Mgr Pegoraro: l’IA ne peut pas décider seule de ce qui est juste et humain

Le président de l’Académie pontificale pour la vie a ouvert l'après-midi du 25 mai un colloque au Palais du Latran sur le thème «L’intelligence artificielle et l’avenir de la dignité humaine», organisé en collaboration avec Deloitte Central Mediterranean. Parler de gouvernance, de capital, de transition démographique, de travail et de compétences, a-t-il expliqué, signifie aujourd’hui «se demander qui guide ces processus, selon quels critères et avec quelles conséquences pour les plus fragiles».

Vatican News

«L’intelligence artificielle peut être une aide précieuse, mais elle ne peut décider seule de ce qui est juste, de ce qui est humain, de ce qui mérite d’être protégé. Cette responsabilité nous incombe toujours». C’est ce qu’a souligné Mgr Renzo Pegoraro, président de l’Académie pontificale pour la vie (PAV), en introduisant l’après-midi de lundi 25 mai, le colloque «L’intelligence artificielle et l’avenir de la dignité humaine. Un pont à travers les transitions démographiques et professionnelles», qui s’est tenu dans la salle de la Conciliation du Palais du Latran.
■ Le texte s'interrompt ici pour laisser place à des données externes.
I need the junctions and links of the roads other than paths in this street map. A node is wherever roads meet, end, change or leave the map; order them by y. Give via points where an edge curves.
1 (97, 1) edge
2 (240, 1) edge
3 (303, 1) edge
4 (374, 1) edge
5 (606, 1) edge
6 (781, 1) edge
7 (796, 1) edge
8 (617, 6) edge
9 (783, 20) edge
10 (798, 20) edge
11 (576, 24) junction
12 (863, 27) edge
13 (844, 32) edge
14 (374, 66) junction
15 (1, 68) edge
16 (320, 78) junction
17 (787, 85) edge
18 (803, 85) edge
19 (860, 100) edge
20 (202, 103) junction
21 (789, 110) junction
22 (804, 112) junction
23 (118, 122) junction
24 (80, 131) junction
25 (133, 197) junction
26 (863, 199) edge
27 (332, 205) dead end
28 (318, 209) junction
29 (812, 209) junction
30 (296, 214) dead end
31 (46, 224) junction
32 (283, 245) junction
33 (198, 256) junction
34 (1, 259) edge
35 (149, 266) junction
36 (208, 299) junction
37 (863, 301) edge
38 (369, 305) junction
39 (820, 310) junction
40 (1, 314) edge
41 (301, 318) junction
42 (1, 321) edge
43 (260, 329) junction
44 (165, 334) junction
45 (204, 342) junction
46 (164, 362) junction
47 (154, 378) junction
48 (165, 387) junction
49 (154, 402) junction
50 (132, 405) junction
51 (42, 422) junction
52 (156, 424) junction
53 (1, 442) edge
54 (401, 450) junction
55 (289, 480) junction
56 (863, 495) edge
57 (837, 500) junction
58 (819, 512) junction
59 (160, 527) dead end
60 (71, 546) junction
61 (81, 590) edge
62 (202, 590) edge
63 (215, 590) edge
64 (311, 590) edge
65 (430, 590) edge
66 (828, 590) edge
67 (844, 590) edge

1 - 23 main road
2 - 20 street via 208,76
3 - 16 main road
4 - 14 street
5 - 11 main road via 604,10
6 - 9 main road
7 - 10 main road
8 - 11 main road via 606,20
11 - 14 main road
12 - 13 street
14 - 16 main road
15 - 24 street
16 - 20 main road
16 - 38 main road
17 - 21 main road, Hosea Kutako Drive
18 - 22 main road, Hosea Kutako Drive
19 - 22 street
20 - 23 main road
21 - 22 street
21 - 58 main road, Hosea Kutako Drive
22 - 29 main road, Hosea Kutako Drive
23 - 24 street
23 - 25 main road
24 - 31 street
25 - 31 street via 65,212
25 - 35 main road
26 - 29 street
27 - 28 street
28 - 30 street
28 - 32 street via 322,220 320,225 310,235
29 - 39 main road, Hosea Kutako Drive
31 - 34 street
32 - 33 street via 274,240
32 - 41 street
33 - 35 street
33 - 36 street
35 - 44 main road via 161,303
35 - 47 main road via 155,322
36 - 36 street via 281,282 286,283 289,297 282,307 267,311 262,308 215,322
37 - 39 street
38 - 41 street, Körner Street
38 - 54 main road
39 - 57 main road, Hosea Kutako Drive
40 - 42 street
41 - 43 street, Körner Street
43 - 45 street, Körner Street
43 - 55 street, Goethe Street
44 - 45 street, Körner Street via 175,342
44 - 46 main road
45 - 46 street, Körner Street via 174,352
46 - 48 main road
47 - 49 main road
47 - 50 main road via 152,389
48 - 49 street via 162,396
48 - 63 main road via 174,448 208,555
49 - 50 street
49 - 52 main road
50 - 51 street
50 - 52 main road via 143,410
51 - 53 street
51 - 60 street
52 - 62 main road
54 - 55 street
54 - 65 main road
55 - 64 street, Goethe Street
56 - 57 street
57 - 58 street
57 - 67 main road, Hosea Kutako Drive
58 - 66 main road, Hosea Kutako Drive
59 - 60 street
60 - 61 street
Un événement organisé par l’Académie Pontificale pour la Vie, en collaboration avec Deloitte Central Mediterranean, sous le patronage de l’Université pontificale du Latran. Les travaux ont été ouverts par les interventions de Mgr Pegoraro, de Fabio Pompei, directeur général de Deloitte Central Mediterranean, et du directeur général de la FAO, Dongyu Qu.


L'IA, un développement à mettre au service de la dignité de la personne

Dans son introduction, Mgr Pegoraro a expliqué qu’il est significatif que l’encyclique ‘‘Magnifica humanitas’’, le premier grand texte du pape Léon XIV, «soulève, dès le début de son pontificat, une question qui est aujourd’hui sous les yeux de tous: la technologie n’est jamais neutre lorsqu’elle s’immisce aussi profondément dans le travail, les soins, les relations sociales et les décisions collectives». L’encyclique, a-t-il ajouté, nous rappelle que la question décisive «n’est pas seulement de savoir ce que l’intelligence artificielle peut faire, mais si son développement restera véritablement orienté vers la dignité de la personne et le bien commun».


Se demander qui guide ces processus

Je crois, a précisé encore Mgr Pegoraro, «que c’est là aussi le sens de la rencontre d’aujourd’hui. Parler de gouvernance, de capital, de transition démographique, de travail et de compétences, c’est se demander qui guide ces processus, selon quels critères et avec quels effets sur les plus fragiles». L’Académie pontificale pour la vie, par la voix de son président, assume pleinement cette responsabilité: «rappeler que l’innovation n’est véritablement humaine que lorsqu’elle ne réduit pas la personne à une fonction, à une donnée ou à une prestation, mais qu’elle préserve sa dignité, sa liberté et sa vocation relationnelle». En ce sens, l’appel de Rome pour l’éthique de l’IA, lancé par la PAV en 2020, «trouve aujourd’hui une confirmation très forte. L’intelligence artificielle peut être une aide précieuse, mais elle ne peut décider seule de ce qui est juste, de ce qui est humain, de ce qui mérite d’être protégé. Cette responsabilité nous incombe toujours».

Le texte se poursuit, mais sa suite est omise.